The Twenty-third Amendment of the Constitution of India, officially known as The Constitution (Twenty-third Amendment) Act, 1969, discontinued reservation of seats for the Scheduled Tribes in Nagaland, both in the Lok Sabha and the State Legislative Assembly and stipulated that not more than one Anglo-Indian could be nominated by the Governor to any State Legislative Assembly. Prior to the amendment, the number of Anglo-Indians who could be nominated to the State Legislative Assemblies, was left to the discretion of the Governor of the State. The amendment also extended the period of reservation of seats for the Scheduled Castes and Scheduled Tribes and representation of the Anglo-Indians in the Lok Sabha and the State Legislative Assemblies for another ten years, i.e. up to 26 January 1980.

Article 334 of the Constitution had originally required the reservation of seats to cease in 1960, but this was extended to 1970 by the 8th Amendment. The 23rd Amendment extended this period to 1980. The period of reservation was extended to 1990, 2000, 2010, 2020 and 2030 by the 45th, 62nd, 79th, 95th and 104th Amendments respectively.

==Text==

BE it enacted by Parliament in the Twentieth Year of the Republic of India as follows:-

1. Short title This Act may be called the Constitution (Twenty-third Amendment) Act, 1969.

2. Amendment of article 330 In article 330 of the Constitution, in sub-clause (b) of clause (1), for the words "except the Scheduled Tribes in the tribal areas of Assam", the words "except the Scheduled Tribes in the tribal areas of Assam and in Nagaland" shall be substituted.

3. Amendment of article 332 In article 332 of the Constitution, in clause (1), for the words "except the Scheduled Tribes in the tribal areas of Assam", the words "except the Scheduled Tribes in the tribal areas of Assam and in Nagaland" shall be substituted.

4. Amendment of article 333. (1) In article 333 of the Constitution, for the words "nominate such number of members of the community to the Assembly as he considers appropriate", the words "nominate one member of that community to the Assembly" shall be substituted.

(2) Nothing contained in sub-section (1) shall affect any representation of the Anglo-Indian community in the Legislative Assembly of any State existing at the commencement of this Act until the dissolution of that Assembly.

5. Amendment of article 334 In article 334 of the Constitution, for the words "twenty years", the words "thirty years" shall be substituted.

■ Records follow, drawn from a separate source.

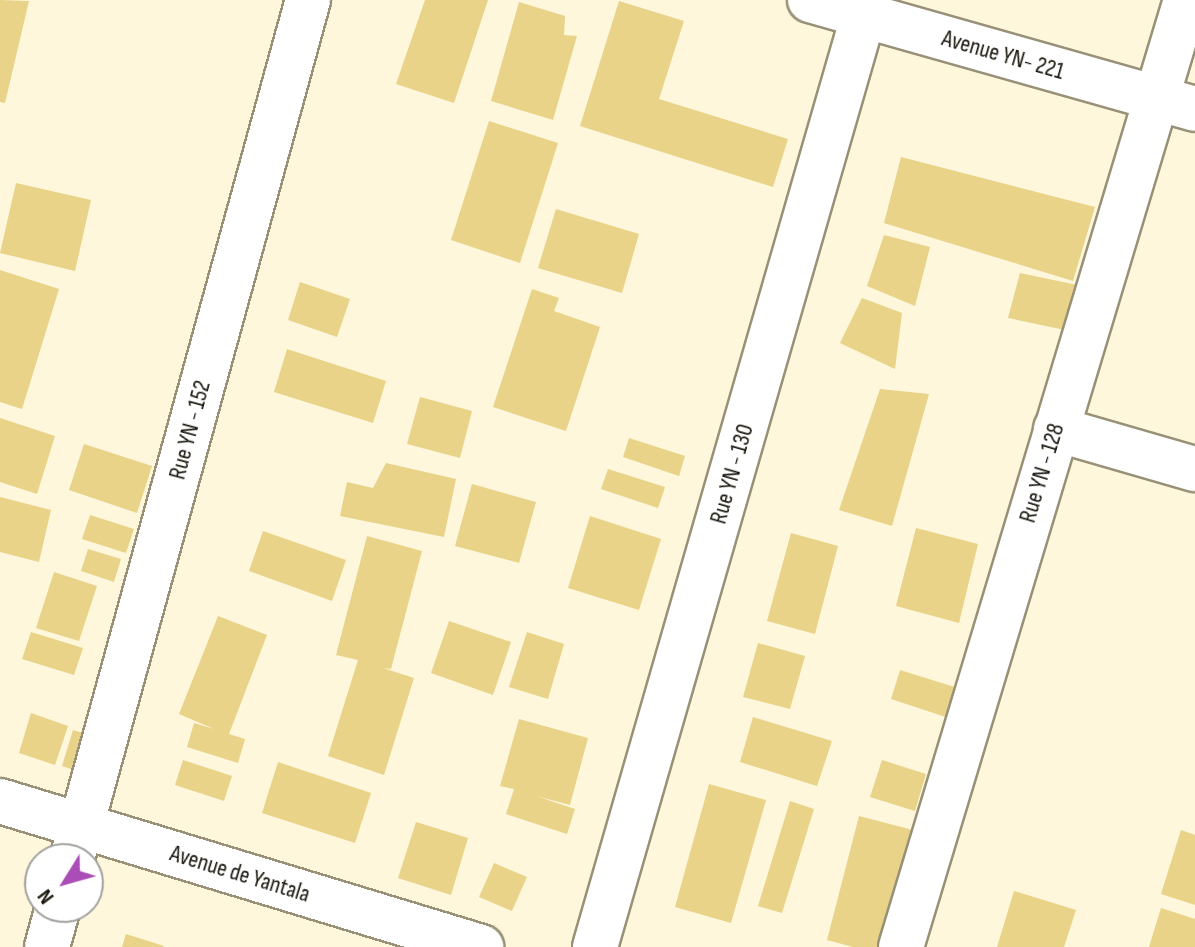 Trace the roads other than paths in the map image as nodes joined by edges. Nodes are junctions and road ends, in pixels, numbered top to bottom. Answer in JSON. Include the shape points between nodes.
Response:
{"nodes":[{"id":1,"x":308,"y":0,"type":"edge"},
{"id":2,"x":810,"y":0,"type":"edge"},
{"id":3,"x":1186,"y":0,"type":"edge"},
{"id":4,"x":866,"y":8,"type":"edge"},
{"id":5,"x":1176,"y":104,"type":"edge"},
{"id":6,"x":1056,"y":429,"type":"junction"},
{"id":7,"x":1195,"y":469,"type":"edge"},
{"id":8,"x":0,"y":801,"type":"edge"},
{"id":9,"x":76,"y":842,"type":"edge"},
{"id":10,"x":54,"y":923,"type":"edge"},
{"id":11,"x":47,"y":947,"type":"edge"},
{"id":12,"x":481,"y":947,"type":"edge"},
{"id":13,"x":595,"y":947,"type":"edge"},
{"id":14,"x":901,"y":947,"type":"edge"}],
"edges":[{"from":1,"to":9,"type":"street","name":"Rue YN - 152"},
{"from":2,"to":4,"type":"street","name":"Avenue YN- 221"},
{"from":3,"to":5,"type":"street","name":"Rue YN - 128"},
{"from":4,"to":5,"type":"street","name":"Avenue YN- 221"},
{"from":4,"to":13,"type":"street","name":"Rue YN - 130"},
{"from":5,"to":6,"type":"street","name":"Rue YN - 128"},
{"from":6,"to":7,"type":"street"},
{"from":6,"to":14,"type":"street","name":"Rue YN - 128"},
{"from":8,"to":9,"type":"street","name":"Avenue de Yantala"},
{"from":9,"to":12,"type":"street","name":"Avenue de Yantala"},
{"from":10,"to":11,"type":"street"}]}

The full text of Articles 333 and 334, and clause(1) of Article 330, after the 23rd Amendment, are given below:

330. (1) Seats shall be reserved in the House of the People for—
(a) the Scheduled Castes;
(b) the Scheduled Tribes except the Scheduled Tribes in the tribal areas of Assam except the Scheduled Tribes in the tribal areas of Assam and in Nagaland; and
(c) the Scheduled Tribes in the autonomous districts of Assam

333. Notwithstanding anything in article 170, the Governor or Rajpramukh of a State may, may, if he is of opinion that the Anglo-Indian community needs representation in the Legislative Assembly of the State and is not adequately represented therein, nominate such number of members of the community to the Assembly as he considers appropriate nominate one member of that community to the Assembly.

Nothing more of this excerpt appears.